The problem is that even though you removed the files in your last commit, the files still exist in the repository under the commit when they were added.

BFG

The easiest option to remove the files completely from your Git repository is to use BFG Repo-Cleaner (Reference).

bfg --delete-files name_of_file.txt

Git Filter-Branch

The other option is to use git filter-branch (Reference).
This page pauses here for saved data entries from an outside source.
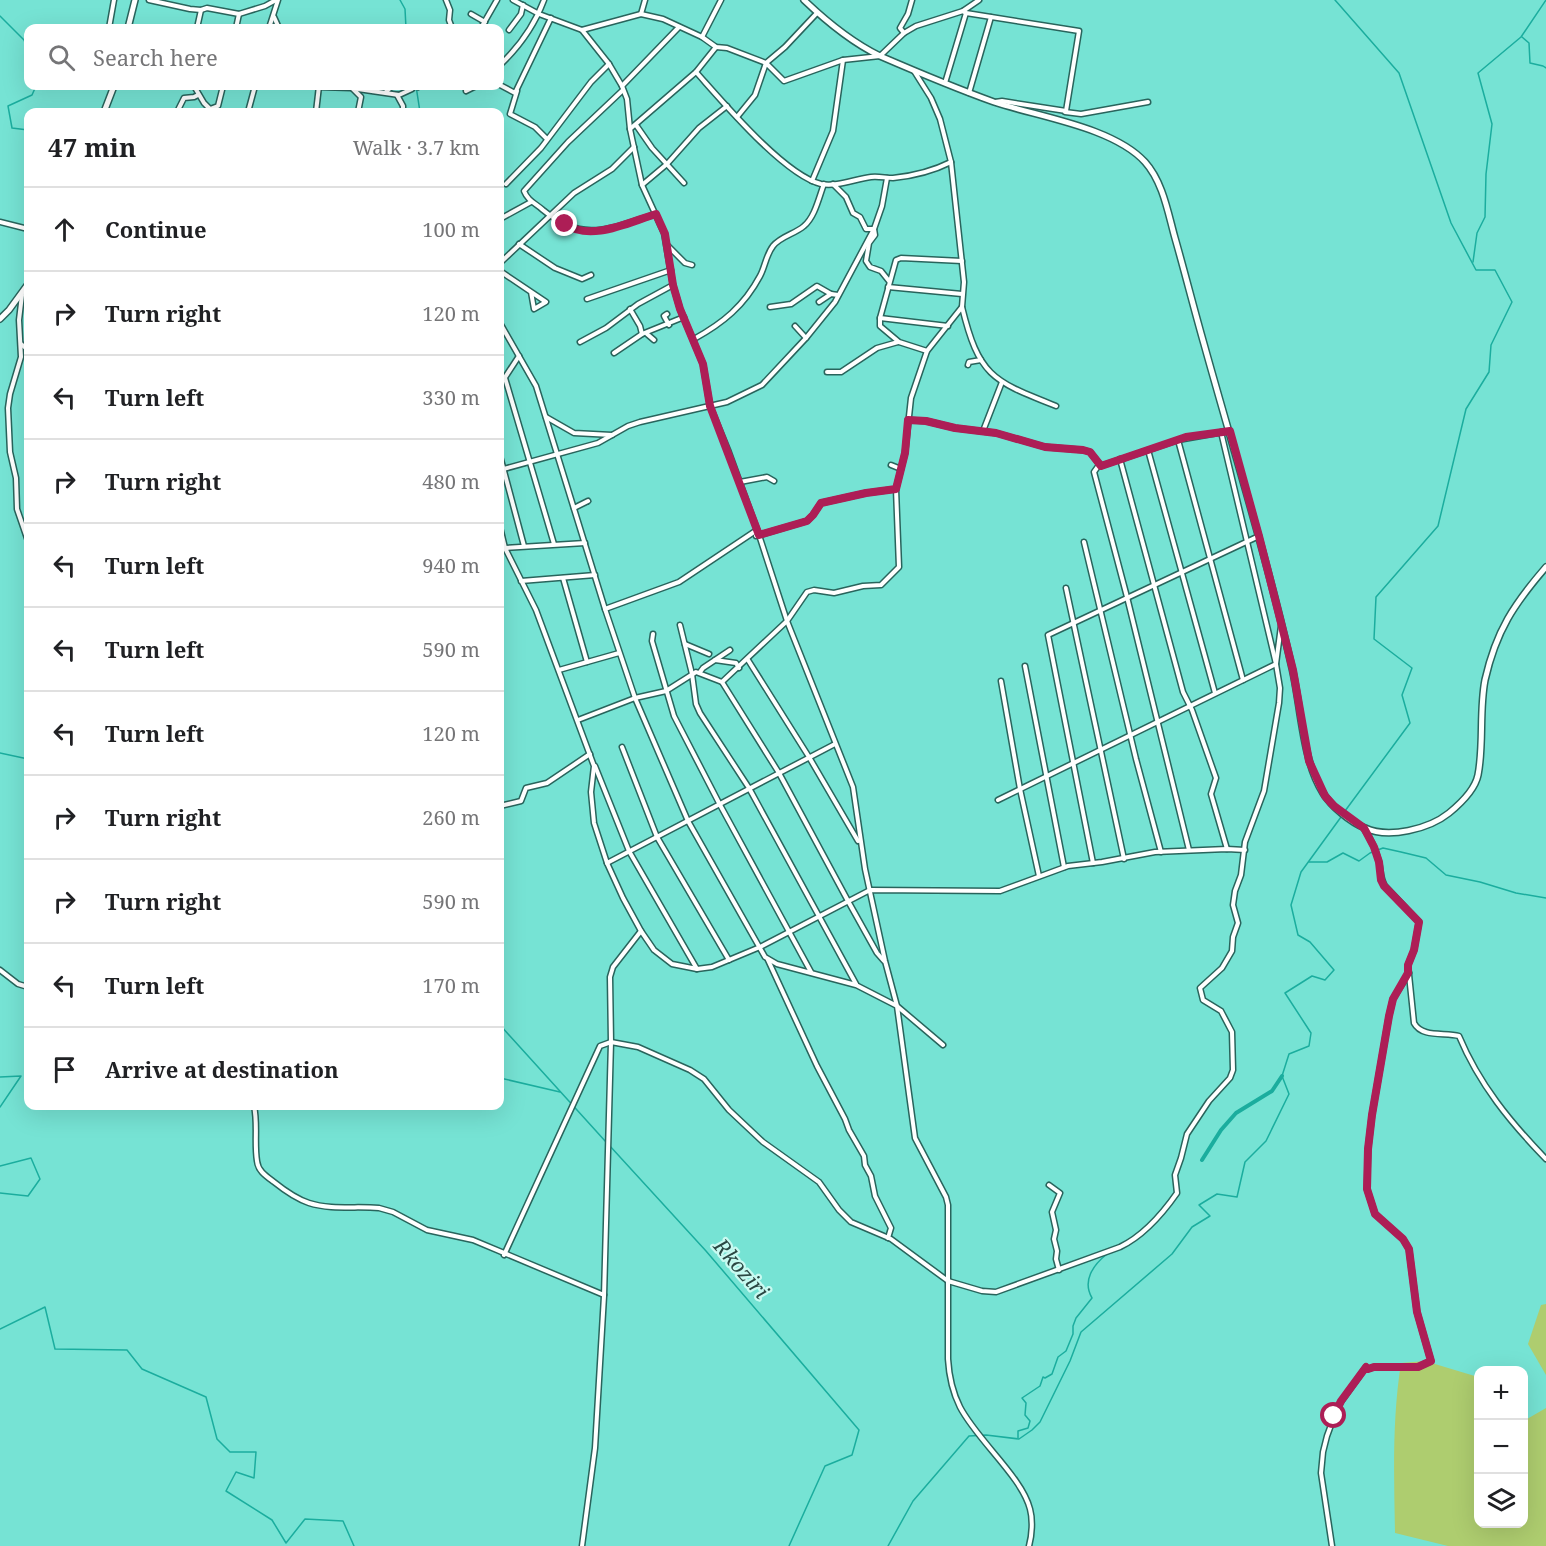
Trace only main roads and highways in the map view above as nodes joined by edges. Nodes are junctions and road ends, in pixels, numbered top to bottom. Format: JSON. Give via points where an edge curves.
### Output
{"nodes":[{"id":1,"x":135,"y":0,"type":"edge"},
{"id":2,"x":804,"y":0,"type":"edge"},
{"id":3,"x":130,"y":24,"type":"edge"},
{"id":4,"x":112,"y":90,"type":"edge"},
{"id":5,"x":106,"y":108,"type":"edge"},
{"id":6,"x":24,"y":291,"type":"edge"},
{"id":7,"x":0,"y":319,"type":"edge"},
{"id":8,"x":1546,"y":567,"type":"edge"}],
"edges":[{"from":1,"to":3,"type":"main road"},
{"from":2,"to":8,"type":"main road","via":[[855,42],[880,56],[994,102],[1120,142],[1151,169],[1165,201],[1259,536],[1295,681],[1309,761],[1317,783],[1334,806],[1364,828],[1393,831],[1420,828],[1442,819],[1465,798],[1478,774],[1485,684],[1493,652],[1512,609]]},
{"from":4,"to":5,"type":"main road"},
{"from":6,"to":7,"type":"main road"}]}
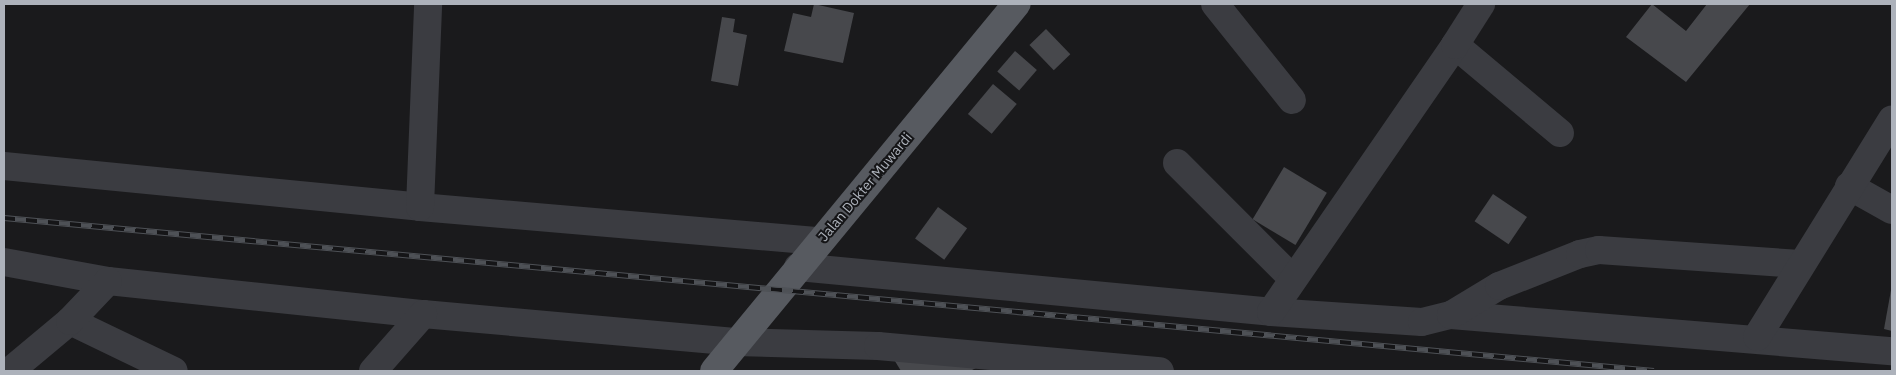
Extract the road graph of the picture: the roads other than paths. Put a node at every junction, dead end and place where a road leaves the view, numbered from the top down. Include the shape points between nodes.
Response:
1 (428, 4) edge
2 (1016, 4) edge
3 (1215, 4) edge
4 (1480, 4) edge
5 (1455, 45) junction
6 (1292, 100) dead end
7 (1892, 119) edge
8 (1560, 133) dead end
9 (1177, 164) dead end
10 (4, 166) edge
11 (1850, 186) junction
12 (420, 207) junction
13 (1892, 210) edge
14 (819, 241) junction
15 (4, 262) edge
16 (1800, 264) junction
17 (798, 267) junction
18 (1293, 279) junction
19 (108, 281) junction
20 (1270, 312) junction
21 (423, 314) junction
22 (1451, 315) junction
23 (70, 321) junction
24 (1757, 338) junction
25 (735, 342) junction
26 (1892, 351) edge
27 (1001, 364) edge
28 (10, 371) edge
29 (174, 371) edge
30 (373, 371) edge
31 (714, 371) edge
32 (1160, 371) edge

1 - 12 street
2 - 14 main road, Jalan Dokter Muwardi
3 - 6 street
4 - 5 street
5 - 8 street
5 - 18 street
7 - 11 street
9 - 18 street
10 - 12 street
11 - 13 street
11 - 16 street
12 - 14 street
14 - 17 main road, Jalan Dokter Muwardi
15 - 19 street
16 - 22 street via 1600,250 1580,254 1499,286
16 - 24 street
17 - 20 street
17 - 25 main road, Jalan Dokter Muwardi
18 - 20 street
19 - 21 street
19 - 23 street
20 - 22 street via 1422,322
21 - 25 street
21 - 30 street
22 - 24 street
23 - 28 street
23 - 29 street
24 - 26 street
25 - 27 street via 878,346
25 - 31 main road, Jalan Dokter Muwardi
27 - 32 street

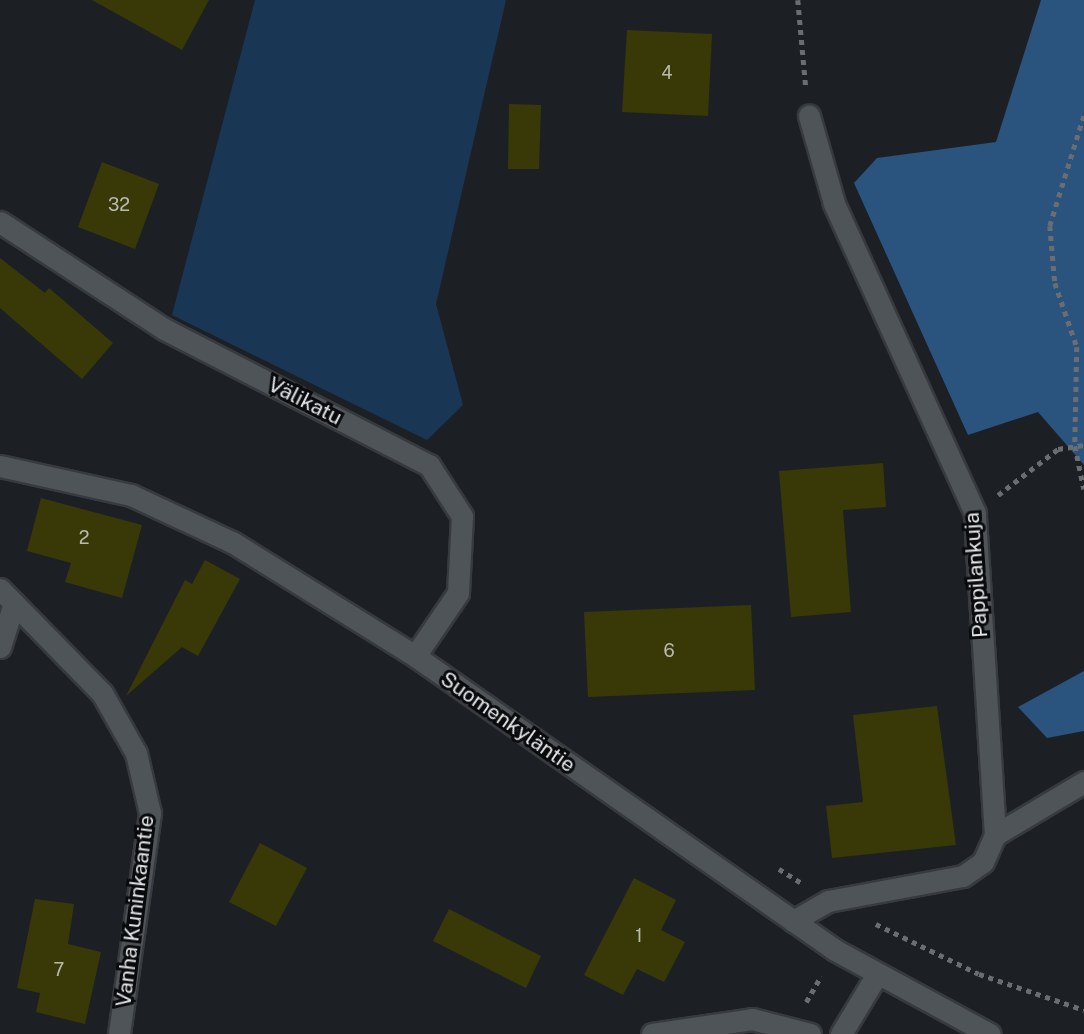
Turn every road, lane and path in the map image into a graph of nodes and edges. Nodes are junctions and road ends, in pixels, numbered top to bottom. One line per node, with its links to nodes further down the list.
1 (798, 0): 2 (path)
2 (809, 116): 9 (street, Pappilankuja)
3 (1084, 116): 6 (path)
4 (0, 222): 12 (street, Välikatu)
5 (1084, 445): 6 (path)
6 (1074, 446): 8 (path); 9 (path)
7 (0, 466): 12 (street, Suomenkyläntie)
8 (1084, 489)
9 (975, 513): 14 (street, Pappilankuja)
10 (7, 596): 11 (street); 19 (street, Vanha Kuninkaantie)
11 (0, 647)
12 (415, 656): 16 (street, Suomenkyläntie)
13 (1084, 782): 14 (street)
14 (995, 835): 15 (street)
15 (828, 901): 16 (street); 18 (path)
16 (793, 921): 17 (street, Suomenkyläntie)
17 (876, 976): 22 (street); 23 (street, Suomenkyläntie)
18 (1084, 1010)
19 (119, 1034)
20 (652, 1034): 21 (street)
21 (810, 1034)
22 (841, 1034)
23 (990, 1034)

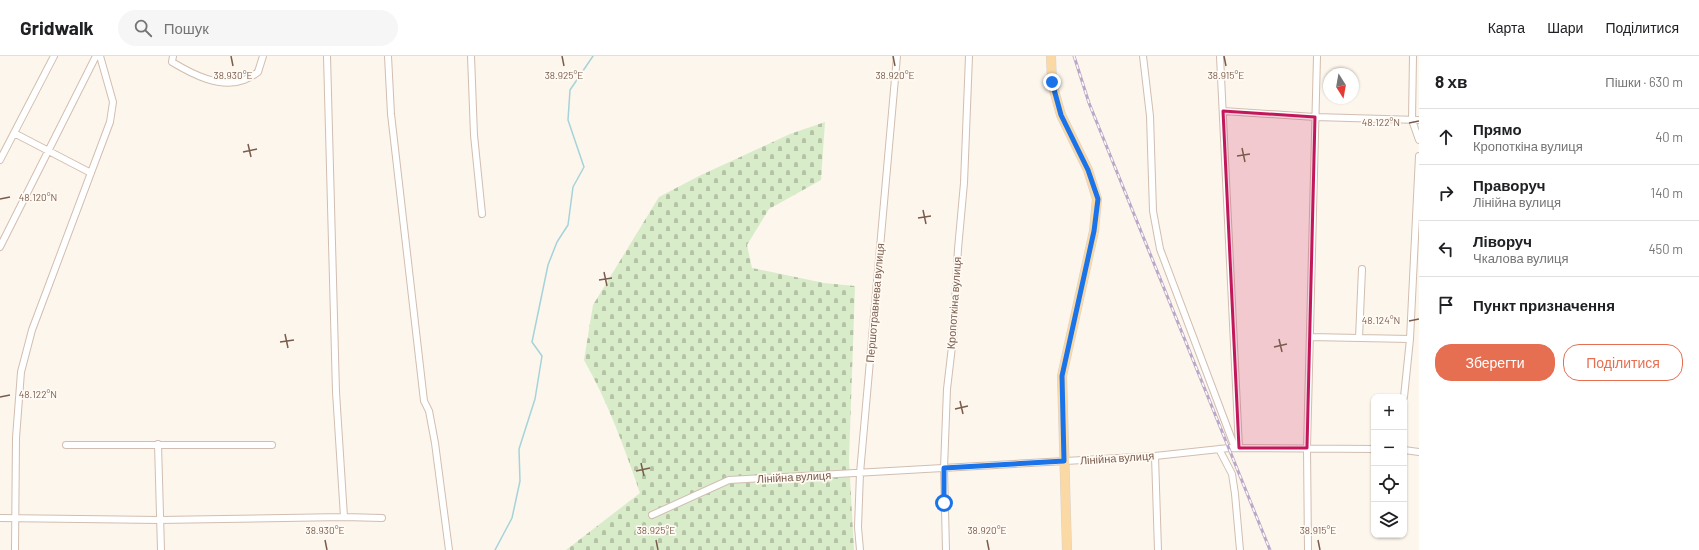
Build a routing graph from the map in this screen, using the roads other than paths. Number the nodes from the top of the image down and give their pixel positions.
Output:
1 (54, 56) edge
2 (96, 56) edge
3 (100, 56) edge
4 (173, 56) edge
5 (263, 56) edge
6 (327, 56) edge
7 (388, 56) edge
8 (471, 56) edge
9 (897, 56) edge
10 (969, 56) edge
11 (1051, 56) edge
12 (1143, 56) edge
13 (1220, 56) edge
14 (1317, 56) edge
15 (1413, 56) edge
16 (1223, 111) junction
17 (1315, 117) junction
18 (1416, 120) edge
19 (14, 134) junction
20 (1419, 140) edge
21 (48, 150) junction
22 (1419, 156) edge
23 (0, 160) edge
24 (91, 173) junction
25 (482, 214) dead end
26 (0, 247) edge
27 (1362, 269) dead end
28 (1310, 337) junction
29 (1359, 338) junction
30 (1410, 339) junction
31 (1404, 394) edge
32 (158, 444) junction
33 (66, 445) dead end
34 (272, 445) dead end
35 (1237, 448) junction
36 (1307, 448) junction
37 (1219, 449) junction
38 (1371, 449) edge
39 (1407, 450) edge
40 (1419, 452) edge
41 (1155, 456) junction
42 (1064, 461) junction
43 (944, 468) junction
44 (860, 473) junction
45 (652, 515) dead end
46 (344, 517) junction
47 (0, 518) edge
48 (15, 518) junction
49 (382, 518) dead end
50 (159, 520) junction
51 (15, 550) edge
52 (161, 550) edge
53 (449, 550) edge
54 (860, 550) edge
55 (946, 550) edge
56 (1068, 550) edge
57 (1158, 550) edge
58 (1240, 550) edge
59 (1308, 550) edge

1 - 19 street
2 - 21 street
3 - 24 street
4 - 5 street
6 - 46 street
7 - 53 street
8 - 25 street
9 - 44 street, Першотравнева вулиця
10 - 43 street, Кропоткіна вулиця
11 - 42 main road
12 - 35 street
13 - 16 street
14 - 17 street
15 - 18 street
16 - 17 street
16 - 35 street
17 - 18 street
17 - 28 street
18 - 20 street
19 - 21 street
19 - 23 street
21 - 24 street
21 - 26 street
22 - 30 street
24 - 48 street
27 - 29 street
28 - 29 street
28 - 36 street
29 - 30 street
30 - 31 street
32 - 33 street
32 - 34 street
32 - 50 street
35 - 36 street, Лінійна вулиця
35 - 37 street, Лінійна вулиця
36 - 38 street, Лінійна вулиця
36 - 59 street
37 - 41 street, Лінійна вулиця
37 - 58 street
39 - 40 street
41 - 42 street, Лінійна вулиця
41 - 57 street
42 - 43 street, Лінійна вулиця
42 - 56 main road
43 - 44 street, Лінійна вулиця
43 - 55 street, Кропоткіна вулиця
44 - 45 street, Лінійна вулиця
44 - 54 street, Першотравнева вулиця
46 - 49 street
46 - 50 street
47 - 48 street
48 - 50 street
48 - 51 street
50 - 52 street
The following example completely removes the ./text_files directory from a Git repository.

git filter-branch --tree-filter "rm -rf text_files" --prune-empty HEAD
git for-each-ref --format="%(refname)" refs/original/ | xargs -n 1 git update-ref -d

Afterwards

After you remove the files, you may want to configure Git to ignore them.

echo text_files/ >> .gitignore
git add .gitignore
git commit -m 'Ignore text_files directory'

You will also need to override your remote repository.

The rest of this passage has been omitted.